(Stored items)
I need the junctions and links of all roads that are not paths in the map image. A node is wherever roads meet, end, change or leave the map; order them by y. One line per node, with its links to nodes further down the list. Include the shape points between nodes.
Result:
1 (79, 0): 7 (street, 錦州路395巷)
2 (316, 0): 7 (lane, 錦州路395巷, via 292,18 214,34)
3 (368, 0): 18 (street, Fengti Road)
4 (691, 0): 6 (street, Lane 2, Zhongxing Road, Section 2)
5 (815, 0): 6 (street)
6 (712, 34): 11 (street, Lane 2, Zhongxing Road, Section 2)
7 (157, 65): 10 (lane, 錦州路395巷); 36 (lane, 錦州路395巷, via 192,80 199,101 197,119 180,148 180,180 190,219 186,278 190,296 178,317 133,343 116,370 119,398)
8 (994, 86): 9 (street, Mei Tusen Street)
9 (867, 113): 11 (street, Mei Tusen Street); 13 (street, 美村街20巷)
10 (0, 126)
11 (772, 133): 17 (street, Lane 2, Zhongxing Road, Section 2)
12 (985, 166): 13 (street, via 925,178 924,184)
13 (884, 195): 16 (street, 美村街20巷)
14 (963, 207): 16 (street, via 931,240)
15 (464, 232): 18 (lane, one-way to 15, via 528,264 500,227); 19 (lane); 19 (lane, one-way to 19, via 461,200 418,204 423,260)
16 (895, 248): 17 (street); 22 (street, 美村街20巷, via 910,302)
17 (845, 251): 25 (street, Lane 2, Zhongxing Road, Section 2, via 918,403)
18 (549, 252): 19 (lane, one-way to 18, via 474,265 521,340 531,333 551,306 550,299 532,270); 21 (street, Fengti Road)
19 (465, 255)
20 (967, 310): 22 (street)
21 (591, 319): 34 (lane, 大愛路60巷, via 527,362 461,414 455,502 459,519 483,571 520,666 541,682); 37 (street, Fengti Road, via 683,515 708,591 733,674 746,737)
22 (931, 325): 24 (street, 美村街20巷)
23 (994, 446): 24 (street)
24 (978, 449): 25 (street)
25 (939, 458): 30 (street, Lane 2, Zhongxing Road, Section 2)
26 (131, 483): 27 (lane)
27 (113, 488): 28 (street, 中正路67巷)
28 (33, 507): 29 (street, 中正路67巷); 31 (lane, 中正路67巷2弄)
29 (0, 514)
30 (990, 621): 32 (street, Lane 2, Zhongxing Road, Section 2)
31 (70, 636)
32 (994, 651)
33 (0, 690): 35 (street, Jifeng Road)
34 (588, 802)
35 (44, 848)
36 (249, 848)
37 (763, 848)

• _WHAT IS REQUIRED_
Output the records above, each one exactly, with none left out.

• _EXERCISE ANSWER_
I need the junctions and links of all roads that are not paths in the map image. A node is wherever roads meet, end, change or leave the map; order them by y. One line per node, with its links to nodes further down the list. Include the shape points between nodes.
Result:
1 (79, 0): 7 (street, 錦州路395巷)
2 (316, 0): 7 (lane, 錦州路395巷, via 292,18 214,34)
3 (368, 0): 18 (street, Fengti Road)
4 (691, 0): 6 (street, Lane 2, Zhongxing Road, Section 2)
5 (815, 0): 6 (street)
6 (712, 34): 11 (street, Lane 2, Zhongxing Road, Section 2)
7 (157, 65): 10 (lane, 錦州路395巷); 36 (lane, 錦州路395巷, via 192,80 199,101 197,119 180,148 180,180 190,219 186,278 190,296 178,317 133,343 116,370 119,398)
8 (994, 86): 9 (street, Mei Tusen Street)
9 (867, 113): 11 (street, Mei Tusen Street); 13 (street, 美村街20巷)
10 (0, 126)
11 (772, 133): 17 (street, Lane 2, Zhongxing Road, Section 2)
12 (985, 166): 13 (street, via 925,178 924,184)
13 (884, 195): 16 (street, 美村街20巷)
14 (963, 207): 16 (street, via 931,240)
15 (464, 232): 18 (lane, one-way to 15, via 528,264 500,227); 19 (lane); 19 (lane, one-way to 19, via 461,200 418,204 423,260)
16 (895, 248): 17 (street); 22 (street, 美村街20巷, via 910,302)
17 (845, 251): 25 (street, Lane 2, Zhongxing Road, Section 2, via 918,403)
18 (549, 252): 19 (lane, one-way to 18, via 474,265 521,340 531,333 551,306 550,299 532,270); 21 (street, Fengti Road)
19 (465, 255)
20 (967, 310): 22 (street)
21 (591, 319): 34 (lane, 大愛路60巷, via 527,362 461,414 455,502 459,519 483,571 520,666 541,682); 37 (street, Fengti Road, via 683,515 708,591 733,674 746,737)
22 (931, 325): 24 (street, 美村街20巷)
23 (994, 446): 24 (street)
24 (978, 449): 25 (street)
25 (939, 458): 30 (street, Lane 2, Zhongxing Road, Section 2)
26 (131, 483): 27 (lane)
27 (113, 488): 28 (street, 中正路67巷)
28 (33, 507): 29 (street, 中正路67巷); 31 (lane, 中正路67巷2弄)
29 (0, 514)
30 (990, 621): 32 (street, Lane 2, Zhongxing Road, Section 2)
31 (70, 636)
32 (994, 651)
33 (0, 690): 35 (street, Jifeng Road)
34 (588, 802)
35 (44, 848)
36 (249, 848)
37 (763, 848)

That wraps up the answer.